Your output should be the line with "middle dip: (144, 159)" plus all following lines to the end of the records, exactly as written and nothing more.

(Data extracted from a collection)
= Beginning of Section =

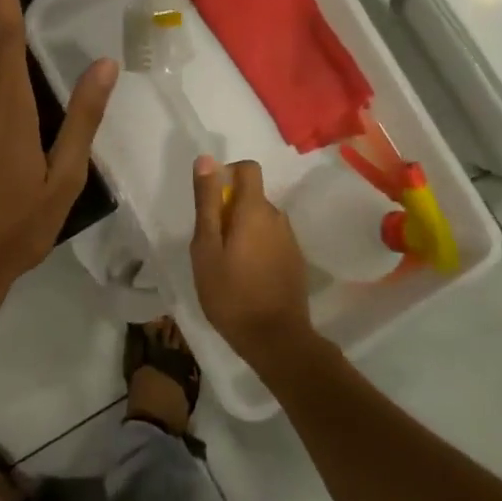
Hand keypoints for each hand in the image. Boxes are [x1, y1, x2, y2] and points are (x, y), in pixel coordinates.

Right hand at [190, 157, 314, 367]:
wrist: (276, 341)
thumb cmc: (231, 293)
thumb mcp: (206, 247)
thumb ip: (207, 201)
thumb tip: (207, 159)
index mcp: (255, 209)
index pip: (248, 168)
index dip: (227, 174)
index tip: (211, 200)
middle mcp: (278, 217)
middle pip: (252, 197)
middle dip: (230, 210)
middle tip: (212, 245)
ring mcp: (290, 241)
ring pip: (261, 221)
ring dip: (244, 231)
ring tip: (227, 265)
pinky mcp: (296, 262)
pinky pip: (272, 241)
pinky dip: (257, 249)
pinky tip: (247, 278)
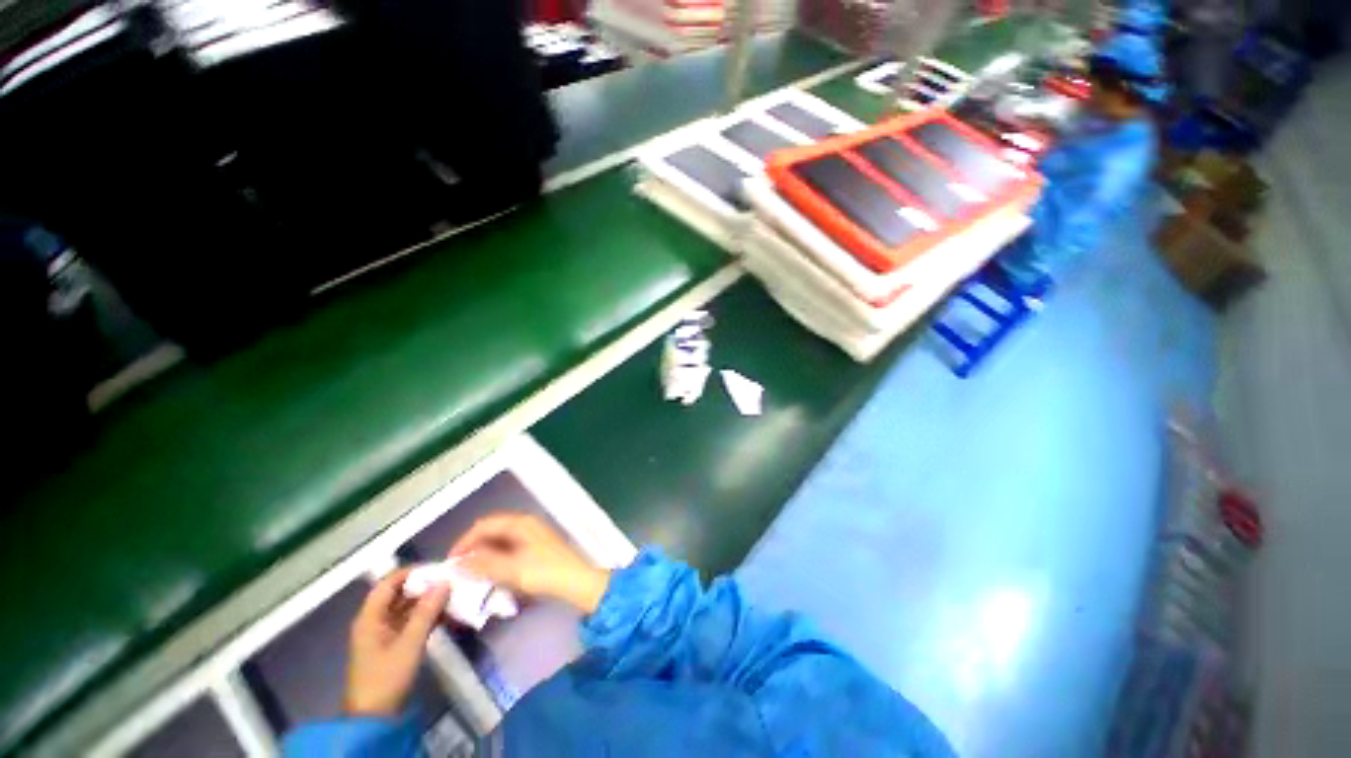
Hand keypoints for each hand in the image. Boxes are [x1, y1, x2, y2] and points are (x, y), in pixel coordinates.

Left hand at [344, 568, 448, 717]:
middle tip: (451, 580)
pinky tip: (448, 613)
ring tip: (454, 594)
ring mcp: (384, 633)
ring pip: (407, 607)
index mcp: (371, 617)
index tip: (438, 567)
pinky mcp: (394, 644)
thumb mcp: (410, 643)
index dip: (412, 572)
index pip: (389, 583)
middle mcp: (376, 620)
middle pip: (399, 593)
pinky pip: (412, 621)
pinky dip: (428, 615)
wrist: (374, 717)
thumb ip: (427, 611)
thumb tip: (444, 581)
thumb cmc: (387, 676)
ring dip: (429, 601)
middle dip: (425, 585)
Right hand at [451, 513, 609, 614]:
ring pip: (500, 542)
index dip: (464, 542)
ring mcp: (532, 535)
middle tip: (459, 571)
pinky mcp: (536, 548)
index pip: (484, 525)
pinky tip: (492, 576)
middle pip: (492, 532)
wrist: (576, 582)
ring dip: (484, 556)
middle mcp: (525, 524)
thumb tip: (457, 563)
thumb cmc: (545, 572)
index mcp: (520, 523)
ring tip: (471, 576)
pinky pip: (509, 549)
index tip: (450, 563)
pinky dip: (497, 560)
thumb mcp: (511, 570)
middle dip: (474, 549)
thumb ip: (483, 565)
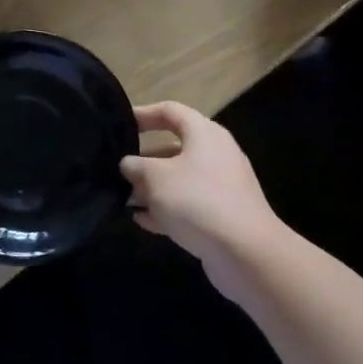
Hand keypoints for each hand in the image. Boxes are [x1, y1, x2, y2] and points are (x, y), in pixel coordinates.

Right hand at [121, 102, 286, 298]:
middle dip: (144, 159)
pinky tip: (143, 220)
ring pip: (180, 178)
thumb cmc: (196, 200)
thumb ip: (135, 166)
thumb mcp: (155, 177)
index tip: (119, 124)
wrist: (245, 252)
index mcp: (204, 133)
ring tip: (124, 199)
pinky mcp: (223, 214)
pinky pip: (189, 203)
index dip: (143, 114)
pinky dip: (167, 208)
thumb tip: (128, 164)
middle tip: (117, 169)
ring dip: (152, 187)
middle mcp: (216, 154)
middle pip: (174, 147)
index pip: (170, 111)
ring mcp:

= End of Section =

> Task output
middle dip: (144, 159)
pinky tip: (143, 220)
ring pip: (180, 178)
thumb cmc: (196, 200)
thumb ip: (135, 166)
thumb mcp: (155, 177)
index tip: (119, 124)
wrist: (245, 252)
index mcp: (204, 133)
ring tip: (124, 199)
pinky mcp: (223, 214)
pinky pip: (189, 203)
index dip: (143, 114)
pinky dip: (167, 208)
thumb tip: (128, 164)
middle tip: (117, 169)
ring dip: (152, 187)
middle mcp: (216, 154)
middle pip: (174, 147)
index pip: (170, 111)
ring mcp:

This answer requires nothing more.